Statins, despite their traditional application in cardiology, also exhibit significant antifibrotic activity. Their mechanism involves the inhibition of the Rho/ROCK signaling pathway, which participates in myofibroblast differentiation, as well as the reduction of connective tissue growth factor (CTGF) synthesis — a key mediator of fibrogenesis [5, pp. 3004–3006]. In vitro studies show that simvastatin attenuates TGF-β-induced collagen synthesis and downregulates fibrosis-related gene expression, providing a rationale for the further development of topical statin formulations in dermatology and plastic surgery [5, pp. 3006–3008].
Retinoids, specifically tretinoin and isotretinoin, possess the ability to modulate fibroblast differentiation, reduce collagen synthesis, and increase MMP activity [6, pp. NP358–NP360]. Biochemically, retinoids promote the normalization of the balance between ECM synthesis and degradation, making them beneficial for the prevention of hypertrophic scars, particularly following superficial plastic surgeries [6, pp. NP360–NP362].
The group of innovative agents includes TGF-β inhibitors, Smad modulators, angiotensin II antagonists (e.g., losartan), lysyl oxidase inhibitors, and galectin-3 inhibitors. These agents demonstrate high antifibrotic potential in preclinical models, although their clinical application remains limited at present [4, pp. 8–10].
Anti-inflammatory agents play a vital role in the early phase of scar formation. Non-steroidal anti-inflammatory drugs (NSAIDs) lower the levels of prostaglandins and pro-inflammatory cytokines, thereby reducing fibroblast activation [7, pp. 332–334]. Corticosteroids, particularly triamcinolone, are effective in treating established keloids; however, their prophylactic use is limited due to the risk of tissue atrophy and pigmentation changes [7, pp. 335–337]. Melatonin exhibits antioxidant and anti-inflammatory properties, suppresses TGF-β-dependent reactions, and may potentially potentiate the effects of antifibrotic therapy [3, pp. 8–9].

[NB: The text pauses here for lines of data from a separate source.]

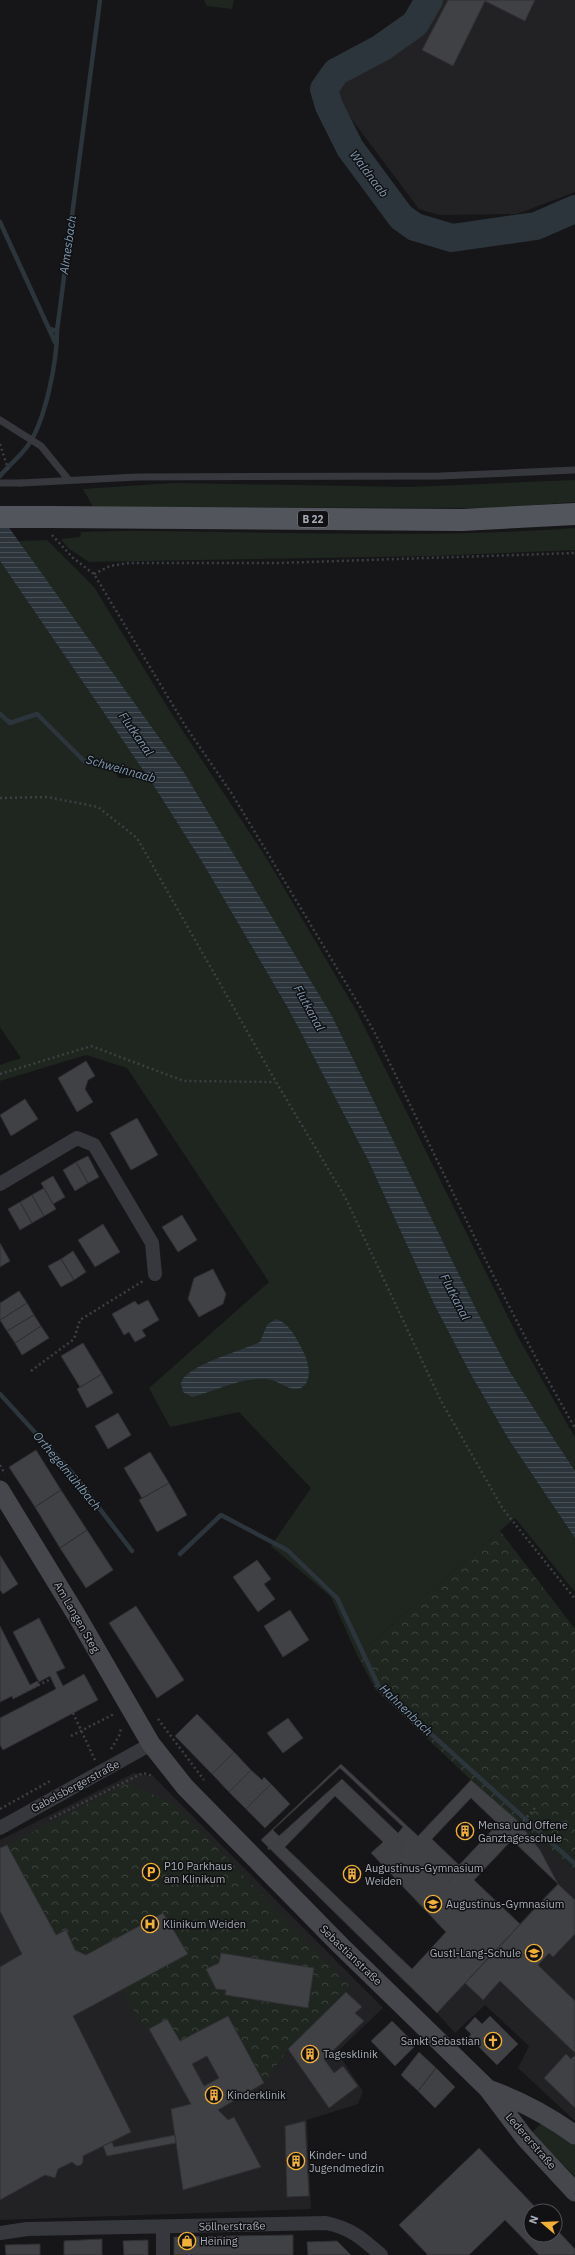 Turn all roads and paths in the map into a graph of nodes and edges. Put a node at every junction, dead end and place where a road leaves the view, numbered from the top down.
1 (0, 420) edge
2 (0, 444) edge
3 (4, 451) dead end
4 (575, 470) edge
5 (68, 479) junction
6 (0, 483) edge
7 (575, 514) edge
8 (0, 517) edge
9 (51, 526) junction
10 (575, 553) edge
11 (94, 574) junction
12 (0, 798) edge
13 (0, 1074) edge
14 (276, 1082) junction
15 (0, 1184) edge
16 (155, 1274) joint
17 (30, 1370) dead end
18 (575, 1428) edge
19 (0, 1465) edge
20 (4, 1484) edge
21 (575, 1599) edge
22 (51, 1679) dead end
23 (8, 1688) dead end
24 (124, 1710) junction
25 (73, 1713) dead end
26 (157, 1717) dead end
27 (81, 1731) junction
28 (71, 1736) dead end
29 (151, 1744) junction
30 (106, 1752) dead end
31 (100, 1756) dead end
32 (94, 1759) junction
33 (89, 1762) dead end
34 (101, 1772) junction
35 (156, 1776) dead end
36 (59, 1777) dead end
37 (208, 1784) dead end
38 (0, 1808) edge
39 (536, 1808) dead end
40 (47, 1820) dead end
41 (0, 1828) edge
42 (256, 1860) junction
43 (401, 1860) dead end
44 (438, 1893) dead end
45 (488, 2089) junction
46 (575, 2135) edge
47 (575, 2192) edge
48 (163, 2227) junction
49 (0, 2232) edge
50 (163, 2255) edge
51 (382, 2255) edge

1 - 5 lane
2 - 3 path
4 - 5 lane
5 - 6 lane, bridge
7 - 9 main road, B 22
8 - 9 main road, B 22, bridge
9 - 11 path
10 - 11 path
11 - 18 path
12 - 14 path
13 - 14 path
14 - 21 path
15 - 16 street
16 - 17 path
19 - 20 path
20 - 24 street, Am Langen Steg
22 - 23 path
24 - 27 path
24 - 29 street, Am Langen Steg
24 - 30 path
25 - 27 path
26 - 37 path
27 - 28 path
27 - 32 path
29 - 34 street, Gabelsbergerstraße
29 - 42 street, Sebastianstraße
31 - 32 path
32 - 33 path
32 - 34 path
34 - 41 street, Gabelsbergerstraße
35 - 40 path
36 - 38 path
39 - 44 path
42 - 43 path
42 - 45 street, Sebastianstraße
45 - 46 street, Sebastianstraße
45 - 47 street, Ledererstraße
48 - 49 street, Söllnerstraße
48 - 50 street
48 - 51 street, Söllnerstraße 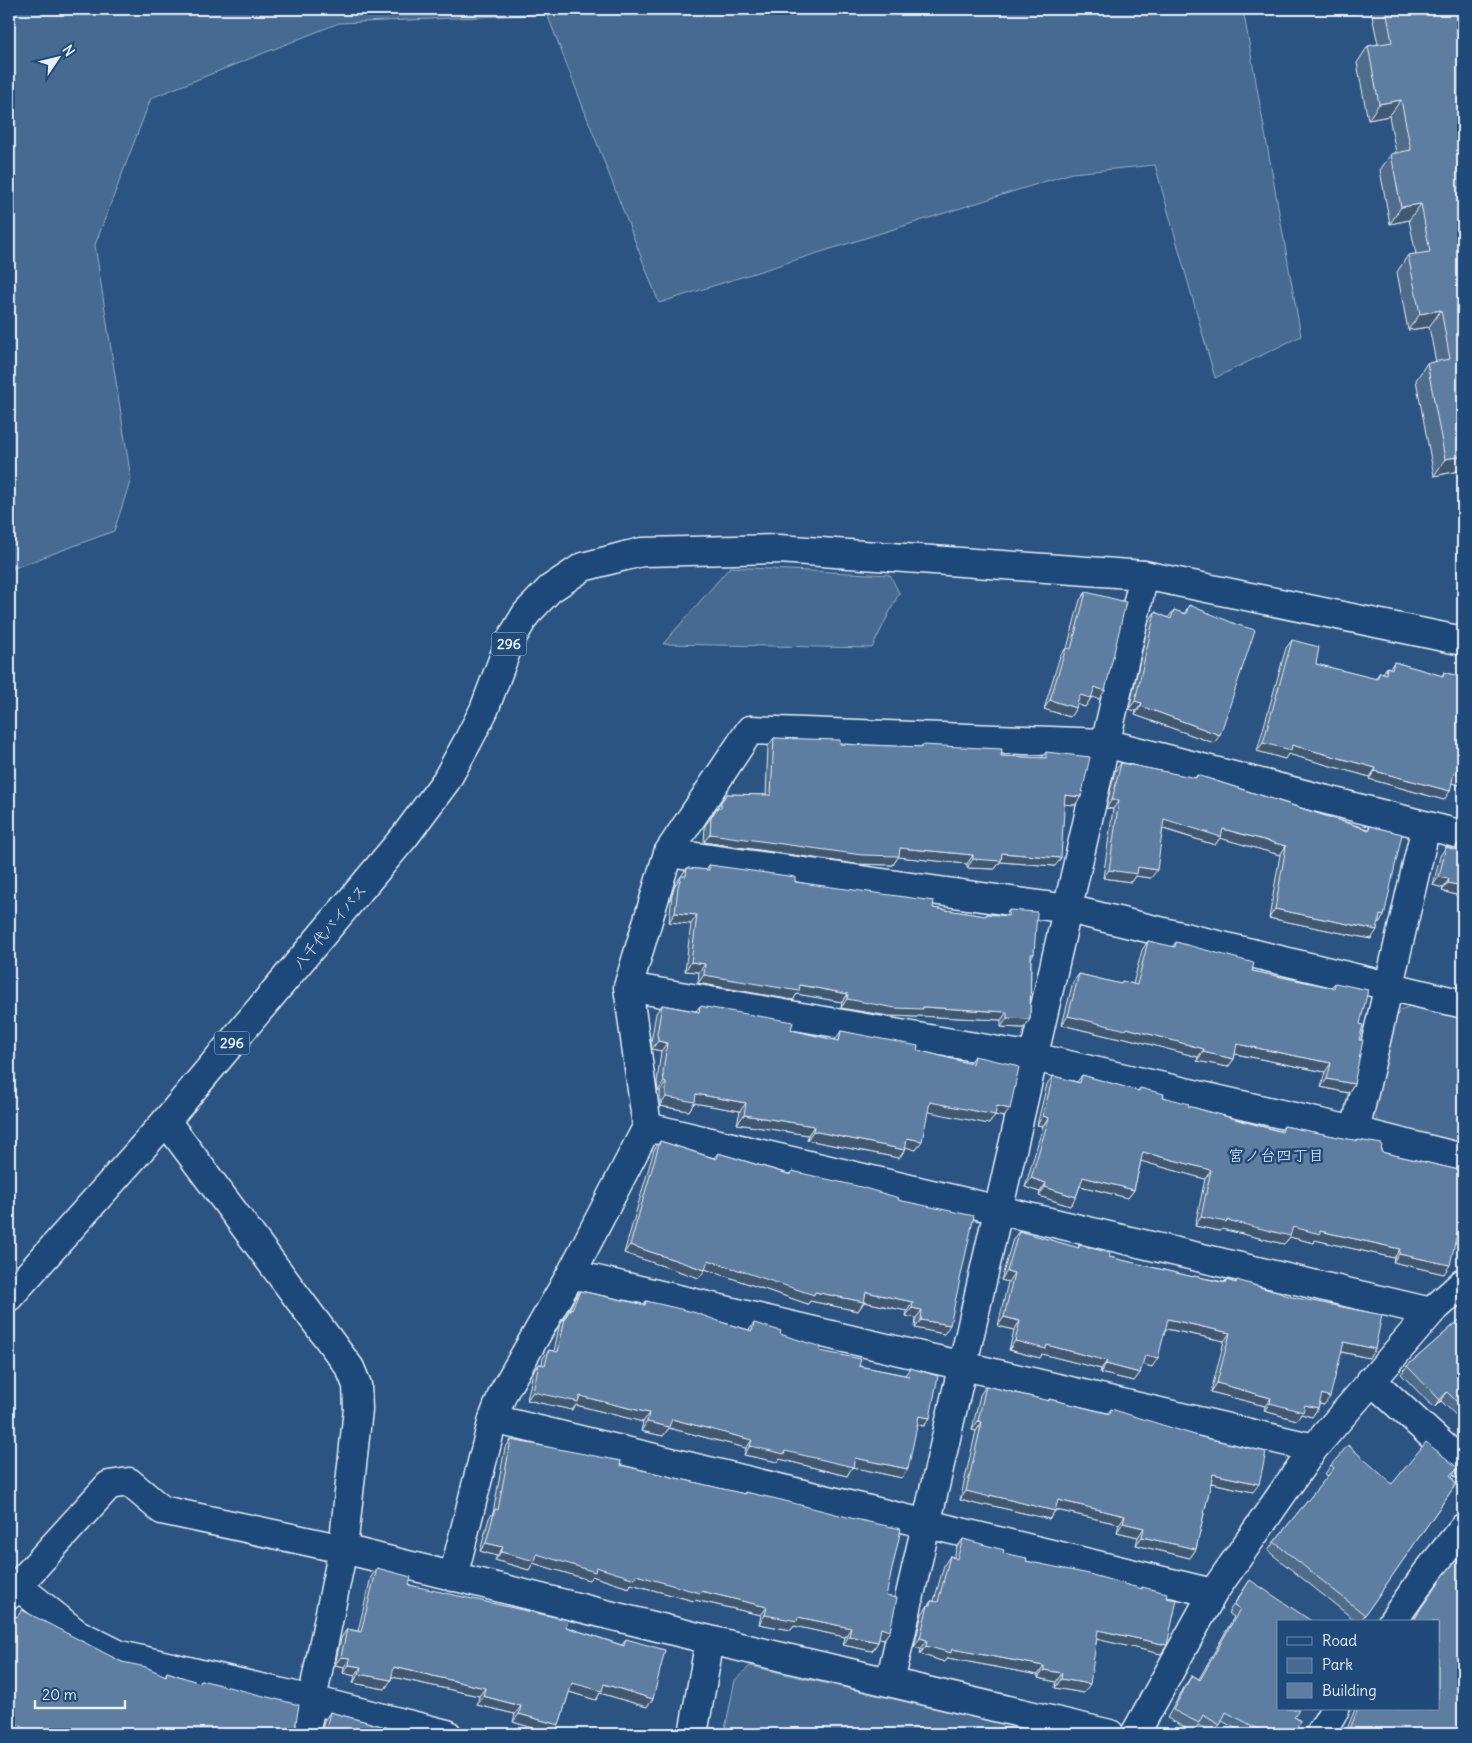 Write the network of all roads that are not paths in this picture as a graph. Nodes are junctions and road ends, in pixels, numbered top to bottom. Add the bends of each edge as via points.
1 (1144, 575) junction
2 (1463, 641) edge
3 (1105, 743) junction
4 (1426, 826) junction
5 (1463, 835) edge
6 (668, 853) junction
7 (1068, 909) junction
8 (628, 987) junction
9 (1389, 987) junction
10 (1463, 1004) edge
11 (1033, 1057) junction
12 (166, 1120) junction
13 (647, 1127) junction
14 (1355, 1131) junction
15 (1463, 1158) edge
16 (999, 1210) junction
17 (571, 1274) junction
18 (1463, 1283) edge
19 (9, 1297) edge
20 (1431, 1312) junction
21 (963, 1365) junction
22 (1371, 1380) junction
23 (492, 1419) junction
24 (1314, 1448) junction
25 (1463, 1464) edge
26 (927, 1524) junction
27 (1463, 1528) edge
28 (343, 1549) junction
29 (453, 1577) junction
30 (13, 1590) edge
31 (1213, 1593) junction
32 (1393, 1620) edge
33 (710, 1640) junction
34 (890, 1682) junction
35 (312, 1700) junction
36 (1334, 1710) edge
37 (305, 1734) edge
38 (447, 1734) edge
39 (693, 1734) edge
40 (1110, 1734) edge
41 (1134, 1734) edge
42 (1320, 1734) edge

1 - 2 main road, 八千代バイパス
1 - 3 main road
1 - 12 main road, 八千代バイパス / 296 via 779,550 642,552 583,567 550,589 526,614 510,641 484,710 446,781 405,836
3 - 4 main road
3 - 6 main road via 750,730
3 - 7 main road
4 - 5 main road
4 - 9 main road
6 - 7 main road
6 - 8 main road
7 - 9 main road
7 - 11 main road
8 - 11 main road
8 - 13 main road
9 - 10 main road
9 - 14 main road
11 - 14 main road
11 - 16 main road
12 - 19 main road, 八千代バイパス / 296
12 - 28 main road via 350,1368 357,1385 358,1409
13 - 16 main road
13 - 17 main road
14 - 15 main road
16 - 20 main road
16 - 21 main road
17 - 21 main road
17 - 23 main road via 503,1393
18 - 20 main road
20 - 22 main road
21 - 24 main road
21 - 26 main road
22 - 24 main road
22 - 25 main road
23 - 26 main road
23 - 29 main road
24 - 31 main road
26 - 31 main road
26 - 34 main road
27 - 32 main road
28 - 29 main road
28 - 30 main road via 162,1510 129,1482 109,1485
28 - 35 main road
29 - 33 main road
30 - 35 main road via 76,1633 120,1655
31 - 41 main road
33 - 34 main road
33 - 39 main road
34 - 40 main road
35 - 37 main road
35 - 38 main road
36 - 42 main road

The most promising direction is considered to be the application of combined approaches. Strategies that combine pharmacological agents with physical modalities, such as compression, silicone gels, laser remodeling, and phototherapy, have proven effective [9, p. 4]. Drug delivery technologies are developing intensively, specifically nanoparticles, liposomes, and polymer matrices, which ensure prolonged, localized release of antifibrotic agents in the surgical wound area [8, pp. 118–121].
Thus, the pharmacological prevention of pathological scarring is based on targeted action on the key links of fibrogenesis and inflammation. Antifibrotic agents, particularly pirfenidone, statins, and retinoids, demonstrate significant potential for clinical application. Anti-inflammatory drugs potentiate their action by reducing fibroblast activation and oxidative stress. The combination of various methods yields the best results and forms the basis of modern approaches to preventing pathological scars in plastic surgery. Further research should focus on the development of highly selective topical preparations and delivery technologies capable of minimizing fibrosis risks and ensuring optimal surgical outcomes.